Exercise → Please give the entries again in full and exactly, without any picture.

(Human pose images with coordinates)
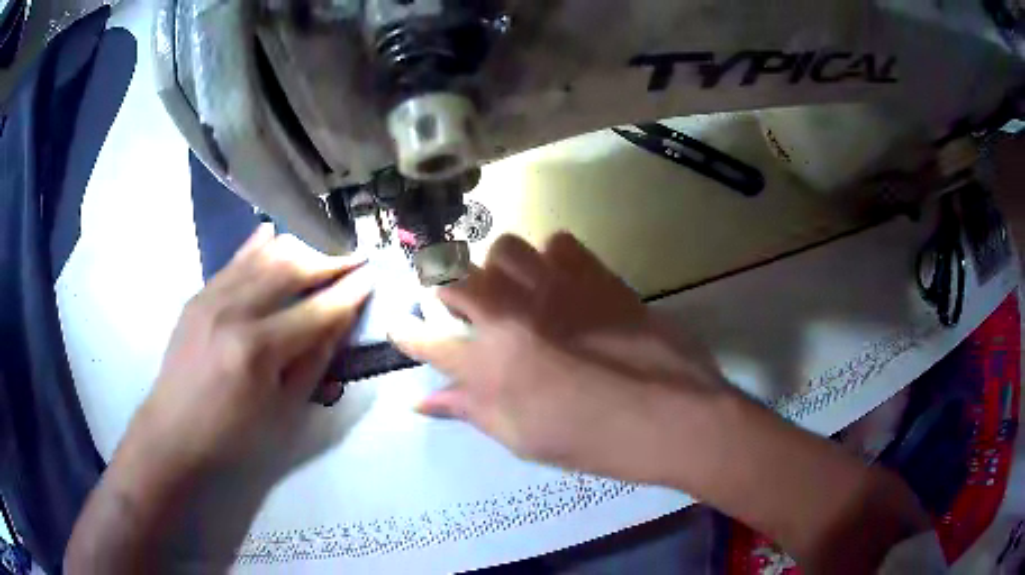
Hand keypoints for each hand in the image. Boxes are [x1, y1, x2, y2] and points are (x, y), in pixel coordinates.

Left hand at [127, 225, 372, 475]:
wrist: (174, 431)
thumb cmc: (233, 435)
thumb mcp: (284, 411)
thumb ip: (314, 361)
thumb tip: (340, 322)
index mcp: (258, 350)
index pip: (316, 310)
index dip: (349, 292)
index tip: (372, 274)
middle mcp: (234, 311)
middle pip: (291, 269)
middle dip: (328, 260)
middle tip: (352, 259)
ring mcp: (212, 297)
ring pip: (263, 255)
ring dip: (298, 249)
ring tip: (320, 253)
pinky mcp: (199, 294)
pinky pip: (235, 259)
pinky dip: (259, 245)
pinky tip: (275, 235)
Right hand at [391, 232, 733, 485]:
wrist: (673, 417)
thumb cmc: (595, 442)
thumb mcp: (523, 439)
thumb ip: (470, 411)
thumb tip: (423, 401)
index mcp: (491, 365)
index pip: (427, 339)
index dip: (407, 331)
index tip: (401, 324)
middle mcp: (513, 315)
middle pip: (455, 276)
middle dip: (447, 288)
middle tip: (463, 308)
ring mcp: (557, 287)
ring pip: (505, 247)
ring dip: (501, 269)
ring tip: (517, 291)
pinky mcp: (597, 274)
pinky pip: (559, 242)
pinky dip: (552, 258)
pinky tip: (563, 282)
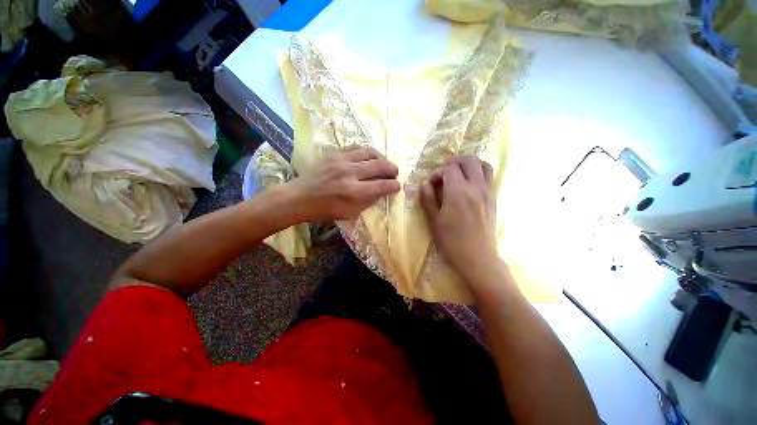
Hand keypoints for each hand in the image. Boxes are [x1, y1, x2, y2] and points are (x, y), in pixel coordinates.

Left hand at [289, 146, 399, 221]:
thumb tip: (382, 190)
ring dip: (382, 158)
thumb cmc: (326, 210)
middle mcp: (350, 173)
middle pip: (380, 166)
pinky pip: (357, 147)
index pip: (382, 185)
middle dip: (392, 169)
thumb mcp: (351, 213)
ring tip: (384, 164)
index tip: (397, 186)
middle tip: (394, 173)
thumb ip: (369, 200)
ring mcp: (341, 160)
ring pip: (370, 152)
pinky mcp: (334, 153)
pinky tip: (370, 157)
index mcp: (354, 192)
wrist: (301, 197)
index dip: (394, 185)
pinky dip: (367, 152)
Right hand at [420, 157, 498, 282]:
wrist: (477, 258)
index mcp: (458, 191)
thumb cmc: (451, 241)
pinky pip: (489, 176)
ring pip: (483, 165)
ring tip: (458, 174)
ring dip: (469, 164)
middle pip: (468, 160)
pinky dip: (479, 172)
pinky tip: (469, 184)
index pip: (449, 169)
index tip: (431, 185)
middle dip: (454, 162)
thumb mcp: (433, 220)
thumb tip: (425, 184)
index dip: (437, 173)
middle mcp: (476, 187)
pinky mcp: (493, 198)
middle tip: (444, 173)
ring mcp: (488, 192)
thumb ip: (427, 199)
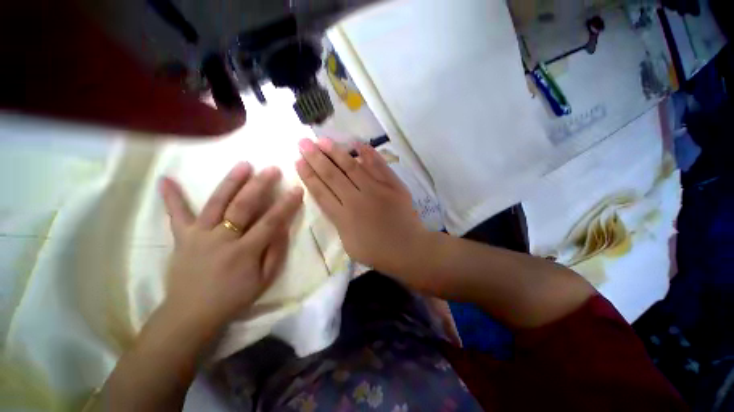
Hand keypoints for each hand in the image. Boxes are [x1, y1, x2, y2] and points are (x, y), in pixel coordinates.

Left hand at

Result of the task →
Hand keypoints for each hand in the image. Boxes are [x1, y1, x2, y2] and points are (x, y), in pixel coordinates.

Left hand at [127, 225, 372, 475]:
wrist: (174, 431)
thumb cmc: (233, 435)
thumb mcp: (284, 411)
thumb ip: (314, 361)
thumb tip: (340, 322)
index mcp: (258, 350)
index pip: (316, 310)
index dip: (349, 292)
index tip: (372, 274)
middle mcp: (234, 311)
middle pip: (291, 269)
middle dip: (328, 260)
middle tip: (352, 259)
ring mcp: (212, 297)
ring pip: (263, 255)
ring dip: (298, 249)
ring tip: (320, 253)
pinky mcp: (199, 294)
pinky pip: (235, 259)
pinky dip: (259, 245)
pinky tip: (275, 235)
Right hand at [391, 232, 733, 485]:
wrist: (673, 417)
thumb cmc: (595, 442)
thumb mcp: (523, 439)
thumb ip: (470, 411)
thumb tip: (423, 401)
index mcp: (491, 365)
index pip: (427, 339)
index dip: (407, 331)
index tip: (401, 324)
middle mcp: (513, 315)
middle pip: (455, 276)
middle dip: (447, 288)
middle tip: (463, 308)
ring mcp: (557, 287)
ring pip: (505, 247)
ring dip: (501, 269)
ring tip: (517, 291)
pinky mcp: (597, 274)
pinky pip: (559, 242)
pinky dip: (552, 258)
pinky tip: (563, 282)
Hand keypoints for each hand in the image. Boxes are [x1, y1, x2, y2] and points are (x, y), in pixel coordinates.

Left hand at [289, 146, 399, 221]:
thumb tip: (382, 190)
ring dip: (382, 158)
thumb cmc: (326, 210)
middle mcp: (350, 173)
middle pip: (380, 166)
pinky pip: (357, 147)
index pip: (382, 185)
middle dip: (392, 169)
thumb mcp: (351, 213)
ring tip: (384, 164)
index tip: (397, 186)
middle tip: (394, 173)
thumb ip: (369, 200)
ring mcp: (341, 160)
ring pip: (370, 152)
pinky mcp: (334, 153)
pinky tip: (370, 157)
index mcp: (354, 192)
wrist: (301, 197)
index dip: (394, 185)
pinky dip: (367, 152)
Right hand at [420, 157, 498, 282]:
wrist: (477, 258)
index mcp: (458, 191)
thumb cmc: (451, 241)
pinky pip: (489, 176)
ring pip: (483, 165)
ring tip: (458, 174)
ring dip: (469, 164)
middle pip: (468, 160)
pinky dip: (479, 172)
pinky tip: (469, 184)
index pip: (449, 169)
index tip: (431, 185)
middle dip: (454, 162)
thumb mcp: (433, 220)
thumb tip: (425, 184)
index dip: (437, 173)
middle mcp: (476, 187)
pinky mcp: (493, 198)
middle tip: (444, 173)
ring mcp: (488, 192)
thumb ip: (427, 199)
Hand keypoints for each hand in the image. Boxes are [x1, y1, x2, y2] and points are (x, y), in pixel coordinates.

Left hand at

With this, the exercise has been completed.